Она молча смотрела на меня.
Я спросил:
– Как вы лжете о мире? И как убеждаете себя в собственной правоте? Как можно видеть всю правду, знать всю правду – и по-прежнему притворяться, будто это неважно? В чем секрет? В чем хитрость? В чем колдовство?
Лицо мое уже пылало от жара, но я подался вперед, надеясь, что идущее от нее сияние передаст и мне новое, меняющее все видение.

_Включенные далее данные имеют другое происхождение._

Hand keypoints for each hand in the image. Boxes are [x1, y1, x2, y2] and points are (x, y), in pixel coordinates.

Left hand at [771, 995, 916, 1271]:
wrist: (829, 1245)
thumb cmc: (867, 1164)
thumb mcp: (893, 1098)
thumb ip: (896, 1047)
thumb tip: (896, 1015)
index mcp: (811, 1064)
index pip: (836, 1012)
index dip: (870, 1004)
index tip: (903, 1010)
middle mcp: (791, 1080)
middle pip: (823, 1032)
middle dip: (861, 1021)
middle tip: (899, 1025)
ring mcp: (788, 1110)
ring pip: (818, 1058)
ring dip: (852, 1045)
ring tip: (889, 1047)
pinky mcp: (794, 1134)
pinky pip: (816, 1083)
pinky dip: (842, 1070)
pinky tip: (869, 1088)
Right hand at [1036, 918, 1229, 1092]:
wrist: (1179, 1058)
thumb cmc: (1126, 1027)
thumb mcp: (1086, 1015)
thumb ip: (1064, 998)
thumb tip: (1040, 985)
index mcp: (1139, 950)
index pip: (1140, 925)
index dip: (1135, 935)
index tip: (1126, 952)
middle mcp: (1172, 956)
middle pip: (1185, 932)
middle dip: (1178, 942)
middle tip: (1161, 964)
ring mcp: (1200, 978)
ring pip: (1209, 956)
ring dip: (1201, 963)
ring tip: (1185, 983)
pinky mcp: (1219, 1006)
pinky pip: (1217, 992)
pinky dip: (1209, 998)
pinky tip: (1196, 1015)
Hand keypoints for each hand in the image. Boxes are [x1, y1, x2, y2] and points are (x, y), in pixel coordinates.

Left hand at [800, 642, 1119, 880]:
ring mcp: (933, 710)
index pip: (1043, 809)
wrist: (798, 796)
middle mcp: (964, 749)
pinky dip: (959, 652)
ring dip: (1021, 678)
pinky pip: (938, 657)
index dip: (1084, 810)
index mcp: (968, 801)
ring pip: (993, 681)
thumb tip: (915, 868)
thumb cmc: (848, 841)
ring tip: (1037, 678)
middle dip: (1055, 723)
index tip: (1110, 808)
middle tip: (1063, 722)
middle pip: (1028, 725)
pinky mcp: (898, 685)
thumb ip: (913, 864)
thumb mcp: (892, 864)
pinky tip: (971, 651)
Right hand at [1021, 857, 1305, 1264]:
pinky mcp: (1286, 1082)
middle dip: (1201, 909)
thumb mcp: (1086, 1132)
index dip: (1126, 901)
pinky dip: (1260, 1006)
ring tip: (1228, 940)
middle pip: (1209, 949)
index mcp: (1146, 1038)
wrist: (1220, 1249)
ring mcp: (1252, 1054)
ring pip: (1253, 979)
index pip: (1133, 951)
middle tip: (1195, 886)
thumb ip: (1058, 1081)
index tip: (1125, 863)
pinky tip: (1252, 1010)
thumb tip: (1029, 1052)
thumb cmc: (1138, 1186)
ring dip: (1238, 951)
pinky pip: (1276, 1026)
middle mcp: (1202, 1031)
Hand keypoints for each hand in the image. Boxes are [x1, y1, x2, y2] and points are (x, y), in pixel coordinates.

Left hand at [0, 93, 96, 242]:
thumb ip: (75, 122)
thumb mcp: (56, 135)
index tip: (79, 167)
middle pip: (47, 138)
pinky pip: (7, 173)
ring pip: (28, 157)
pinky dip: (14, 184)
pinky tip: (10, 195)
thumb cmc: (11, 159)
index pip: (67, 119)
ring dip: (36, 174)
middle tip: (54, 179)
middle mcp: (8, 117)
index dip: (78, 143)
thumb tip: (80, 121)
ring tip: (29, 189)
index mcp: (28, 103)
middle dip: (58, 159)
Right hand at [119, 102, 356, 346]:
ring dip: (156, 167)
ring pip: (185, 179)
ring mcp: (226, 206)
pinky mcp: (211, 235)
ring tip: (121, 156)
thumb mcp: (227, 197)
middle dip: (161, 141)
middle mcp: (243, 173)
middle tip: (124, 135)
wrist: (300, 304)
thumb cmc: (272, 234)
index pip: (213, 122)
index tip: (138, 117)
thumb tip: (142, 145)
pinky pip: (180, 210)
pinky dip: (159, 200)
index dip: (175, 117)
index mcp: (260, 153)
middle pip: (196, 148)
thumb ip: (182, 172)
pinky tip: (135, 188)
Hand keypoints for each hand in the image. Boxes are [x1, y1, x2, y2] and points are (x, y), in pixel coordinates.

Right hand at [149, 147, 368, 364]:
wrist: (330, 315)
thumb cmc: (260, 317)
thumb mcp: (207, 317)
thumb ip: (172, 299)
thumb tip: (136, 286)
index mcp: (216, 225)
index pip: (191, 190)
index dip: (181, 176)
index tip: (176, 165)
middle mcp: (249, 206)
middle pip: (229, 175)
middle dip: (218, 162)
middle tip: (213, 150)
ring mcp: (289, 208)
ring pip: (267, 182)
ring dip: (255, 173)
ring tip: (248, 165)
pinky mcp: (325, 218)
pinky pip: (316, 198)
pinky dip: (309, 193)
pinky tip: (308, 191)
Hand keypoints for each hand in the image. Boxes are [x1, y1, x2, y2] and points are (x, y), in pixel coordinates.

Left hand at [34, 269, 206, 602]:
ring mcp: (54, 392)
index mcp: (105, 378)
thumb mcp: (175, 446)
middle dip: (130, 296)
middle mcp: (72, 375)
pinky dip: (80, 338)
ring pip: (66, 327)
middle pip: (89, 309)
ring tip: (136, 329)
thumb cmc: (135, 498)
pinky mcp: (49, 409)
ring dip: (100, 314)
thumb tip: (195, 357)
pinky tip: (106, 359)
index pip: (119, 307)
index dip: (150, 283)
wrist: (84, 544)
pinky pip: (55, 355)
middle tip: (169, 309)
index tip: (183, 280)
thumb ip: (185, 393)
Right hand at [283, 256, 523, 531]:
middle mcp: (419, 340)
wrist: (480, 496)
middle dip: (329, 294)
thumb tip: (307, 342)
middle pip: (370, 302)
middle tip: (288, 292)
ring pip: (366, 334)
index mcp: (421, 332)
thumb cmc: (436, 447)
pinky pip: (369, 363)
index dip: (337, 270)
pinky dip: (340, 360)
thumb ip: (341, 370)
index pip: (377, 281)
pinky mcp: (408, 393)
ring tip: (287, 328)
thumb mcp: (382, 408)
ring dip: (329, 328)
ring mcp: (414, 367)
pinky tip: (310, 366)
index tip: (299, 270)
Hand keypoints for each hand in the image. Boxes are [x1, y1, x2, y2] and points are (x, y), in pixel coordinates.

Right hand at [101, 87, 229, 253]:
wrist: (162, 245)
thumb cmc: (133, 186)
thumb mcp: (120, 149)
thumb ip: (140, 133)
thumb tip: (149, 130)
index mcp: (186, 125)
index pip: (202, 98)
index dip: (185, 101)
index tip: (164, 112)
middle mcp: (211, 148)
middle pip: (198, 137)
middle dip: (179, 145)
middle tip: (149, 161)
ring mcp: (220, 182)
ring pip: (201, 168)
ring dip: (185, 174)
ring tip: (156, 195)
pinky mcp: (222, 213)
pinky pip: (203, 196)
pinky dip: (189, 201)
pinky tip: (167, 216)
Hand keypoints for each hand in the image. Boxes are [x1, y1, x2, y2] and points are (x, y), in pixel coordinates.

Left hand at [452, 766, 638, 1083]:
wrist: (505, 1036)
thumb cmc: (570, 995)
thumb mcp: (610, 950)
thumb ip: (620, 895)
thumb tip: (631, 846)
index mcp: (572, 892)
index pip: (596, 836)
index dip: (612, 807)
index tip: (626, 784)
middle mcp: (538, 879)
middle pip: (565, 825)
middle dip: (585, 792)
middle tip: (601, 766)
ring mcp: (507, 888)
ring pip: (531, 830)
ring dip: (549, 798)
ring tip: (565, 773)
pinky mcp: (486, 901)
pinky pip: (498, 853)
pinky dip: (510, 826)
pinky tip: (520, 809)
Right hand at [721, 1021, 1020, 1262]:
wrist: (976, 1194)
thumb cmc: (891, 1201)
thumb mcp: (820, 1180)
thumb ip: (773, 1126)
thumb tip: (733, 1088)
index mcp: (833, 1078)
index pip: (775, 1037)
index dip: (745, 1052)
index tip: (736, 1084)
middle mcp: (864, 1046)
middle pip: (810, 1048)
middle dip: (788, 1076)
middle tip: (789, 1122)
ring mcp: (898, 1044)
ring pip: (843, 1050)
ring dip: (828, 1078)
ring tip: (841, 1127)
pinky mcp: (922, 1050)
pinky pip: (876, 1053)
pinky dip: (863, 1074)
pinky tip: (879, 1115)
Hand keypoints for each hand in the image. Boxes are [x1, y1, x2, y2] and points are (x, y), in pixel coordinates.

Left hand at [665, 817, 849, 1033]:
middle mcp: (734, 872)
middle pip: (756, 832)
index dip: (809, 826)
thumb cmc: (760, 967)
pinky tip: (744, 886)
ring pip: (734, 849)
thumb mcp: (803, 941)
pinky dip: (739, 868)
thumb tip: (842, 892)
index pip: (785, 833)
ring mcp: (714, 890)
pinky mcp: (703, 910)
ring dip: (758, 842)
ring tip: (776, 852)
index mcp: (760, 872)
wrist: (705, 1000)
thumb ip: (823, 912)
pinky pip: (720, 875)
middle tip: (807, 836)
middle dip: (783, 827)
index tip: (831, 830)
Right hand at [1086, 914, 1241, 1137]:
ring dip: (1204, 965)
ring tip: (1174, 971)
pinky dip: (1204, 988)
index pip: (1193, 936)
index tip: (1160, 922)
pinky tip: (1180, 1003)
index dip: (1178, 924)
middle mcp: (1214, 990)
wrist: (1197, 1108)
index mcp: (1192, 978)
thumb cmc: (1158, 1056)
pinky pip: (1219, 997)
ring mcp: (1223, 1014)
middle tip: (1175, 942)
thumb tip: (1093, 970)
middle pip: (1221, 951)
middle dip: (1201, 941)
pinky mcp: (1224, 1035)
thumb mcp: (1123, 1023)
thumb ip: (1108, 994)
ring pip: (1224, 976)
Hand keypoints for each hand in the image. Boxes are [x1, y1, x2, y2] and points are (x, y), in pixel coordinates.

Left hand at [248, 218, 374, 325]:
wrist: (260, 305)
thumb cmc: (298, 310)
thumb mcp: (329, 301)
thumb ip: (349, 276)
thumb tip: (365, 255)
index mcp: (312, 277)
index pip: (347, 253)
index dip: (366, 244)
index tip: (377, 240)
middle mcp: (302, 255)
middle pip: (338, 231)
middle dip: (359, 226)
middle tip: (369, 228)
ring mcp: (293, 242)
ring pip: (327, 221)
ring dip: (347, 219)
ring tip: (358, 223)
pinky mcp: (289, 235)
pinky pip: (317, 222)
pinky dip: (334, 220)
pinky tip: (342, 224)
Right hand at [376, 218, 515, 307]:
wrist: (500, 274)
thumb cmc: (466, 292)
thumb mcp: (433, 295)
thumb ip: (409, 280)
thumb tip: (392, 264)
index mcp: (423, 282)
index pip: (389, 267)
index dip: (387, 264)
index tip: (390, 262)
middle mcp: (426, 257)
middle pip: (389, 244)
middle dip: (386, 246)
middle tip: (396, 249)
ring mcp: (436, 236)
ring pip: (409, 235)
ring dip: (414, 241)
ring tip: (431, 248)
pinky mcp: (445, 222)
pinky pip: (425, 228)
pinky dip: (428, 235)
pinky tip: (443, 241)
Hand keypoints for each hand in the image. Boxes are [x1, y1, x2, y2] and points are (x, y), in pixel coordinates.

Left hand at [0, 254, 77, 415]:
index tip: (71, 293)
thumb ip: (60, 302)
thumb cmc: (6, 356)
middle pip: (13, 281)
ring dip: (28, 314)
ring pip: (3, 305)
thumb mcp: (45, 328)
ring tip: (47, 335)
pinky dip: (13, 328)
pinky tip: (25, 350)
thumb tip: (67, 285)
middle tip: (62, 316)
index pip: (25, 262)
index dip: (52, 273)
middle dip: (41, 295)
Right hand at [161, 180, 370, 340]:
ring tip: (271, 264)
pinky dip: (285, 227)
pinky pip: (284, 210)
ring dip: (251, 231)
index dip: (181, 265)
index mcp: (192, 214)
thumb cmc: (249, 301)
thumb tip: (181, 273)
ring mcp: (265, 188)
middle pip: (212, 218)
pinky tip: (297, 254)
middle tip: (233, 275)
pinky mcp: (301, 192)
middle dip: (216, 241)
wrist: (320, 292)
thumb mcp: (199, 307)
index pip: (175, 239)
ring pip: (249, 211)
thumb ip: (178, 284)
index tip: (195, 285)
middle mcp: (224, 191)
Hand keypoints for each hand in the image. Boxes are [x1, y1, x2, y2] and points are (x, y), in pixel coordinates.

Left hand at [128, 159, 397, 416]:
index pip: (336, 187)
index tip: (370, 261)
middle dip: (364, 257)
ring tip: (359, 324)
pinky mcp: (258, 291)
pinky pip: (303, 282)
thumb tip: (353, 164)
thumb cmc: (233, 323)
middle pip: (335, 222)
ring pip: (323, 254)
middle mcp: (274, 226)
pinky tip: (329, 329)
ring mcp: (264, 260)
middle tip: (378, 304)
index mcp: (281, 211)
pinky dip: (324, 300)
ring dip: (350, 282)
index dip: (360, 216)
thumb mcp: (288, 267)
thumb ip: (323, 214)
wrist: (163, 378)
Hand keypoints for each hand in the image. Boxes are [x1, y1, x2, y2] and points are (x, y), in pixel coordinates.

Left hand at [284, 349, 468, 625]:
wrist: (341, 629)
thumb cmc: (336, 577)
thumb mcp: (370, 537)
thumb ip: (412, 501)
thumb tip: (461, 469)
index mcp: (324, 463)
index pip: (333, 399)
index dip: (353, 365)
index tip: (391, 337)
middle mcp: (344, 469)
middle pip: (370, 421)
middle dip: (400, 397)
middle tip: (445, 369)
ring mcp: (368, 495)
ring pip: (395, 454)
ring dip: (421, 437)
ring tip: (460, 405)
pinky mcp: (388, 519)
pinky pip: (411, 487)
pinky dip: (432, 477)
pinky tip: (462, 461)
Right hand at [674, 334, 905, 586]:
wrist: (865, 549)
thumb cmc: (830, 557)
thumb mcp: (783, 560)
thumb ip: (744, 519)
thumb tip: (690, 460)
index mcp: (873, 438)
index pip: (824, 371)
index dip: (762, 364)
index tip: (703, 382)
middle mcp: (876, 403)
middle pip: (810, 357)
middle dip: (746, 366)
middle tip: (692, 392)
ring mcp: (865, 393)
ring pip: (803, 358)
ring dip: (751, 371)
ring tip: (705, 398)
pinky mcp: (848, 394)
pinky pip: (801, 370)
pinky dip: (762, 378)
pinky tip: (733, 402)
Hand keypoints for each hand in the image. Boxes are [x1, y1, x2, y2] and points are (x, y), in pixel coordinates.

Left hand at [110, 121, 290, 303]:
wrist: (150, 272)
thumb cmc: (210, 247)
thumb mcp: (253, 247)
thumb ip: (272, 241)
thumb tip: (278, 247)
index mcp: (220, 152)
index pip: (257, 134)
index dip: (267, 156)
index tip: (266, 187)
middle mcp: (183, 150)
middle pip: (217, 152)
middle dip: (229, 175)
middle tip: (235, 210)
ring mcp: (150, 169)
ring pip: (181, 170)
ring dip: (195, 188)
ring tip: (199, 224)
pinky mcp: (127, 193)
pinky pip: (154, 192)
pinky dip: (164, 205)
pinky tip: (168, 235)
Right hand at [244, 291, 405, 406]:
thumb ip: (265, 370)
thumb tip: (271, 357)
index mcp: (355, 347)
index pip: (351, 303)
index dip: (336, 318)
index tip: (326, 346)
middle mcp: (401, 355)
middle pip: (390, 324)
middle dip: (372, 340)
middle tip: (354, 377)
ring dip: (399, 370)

– Я стараюсь! Поверьте, я стараюсь! – Я отвел глаза, не находя слов, озадаченный ее необъяснимым присутствием. Тут накатила судорога; я не мог больше скрывать, что во мне стягивает кольца огромный змей-демон.
Я сказал:
– Но когда истина, нижний мир, ТВ… хватают вас за руки и стискивают… – Я поднял руку, желая пояснить, но она еще раньше непроизвольно стиснулась в кулак, – Как вы можете отворачиваться? Делать вид, что их нет? По-прежнему дурачить себя, будто вечно стоите над всем этим, тянете за ниточки, вечно правите миром?
Пот заливал глаза, мешал видеть. Я вытер его сжатым кулаком, рассмеялся.
– Когда каждая клетка, каждый долбаный атом вашего тела выжигает на коже: Все, что вы цените, чем дорожите, ради чего живете, – просто пена на поверхности вакуума глубиной десять в тридцать пятой, – как вы продолжаете лгать? Как закрываете глаза?
Я ждал ответа. Утешение, избавление было совсем близко. Я просительно вытянул руки.
Уолш тихо улыбнулась и вышла без единого слова.
Я проснулся рано утром, в поту. У меня снова был жар.
Майкл сидел подле кровати и что-то читал в ноутпаде. Из-под потолка шел рассеянный свет, но слова на экране горели ярче.
Я сказал:
– Сегодня я пытался стать всем, что я презираю. Но не сумел и этого.
Он отложил ноутпад и стал ждать, что я скажу дальше.
– Я погиб. Погиб окончательно.
Майкл взглянул на монитор, покачал головой.
– Вы скоро выкарабкаетесь. Через неделю не сможете даже вспомнить, как себя чувствовали.
– Я не про холеру. У меня было… – Я рассмеялся и чуть не вскрикнул от боли, – У меня было то, что «Мистическое возрождение» назвало бы духовным кризисом. И никого, к кому обратиться за утешением. Ни любимой, ни страны, ни народа. Ни религии, ни идеологии. Ничего.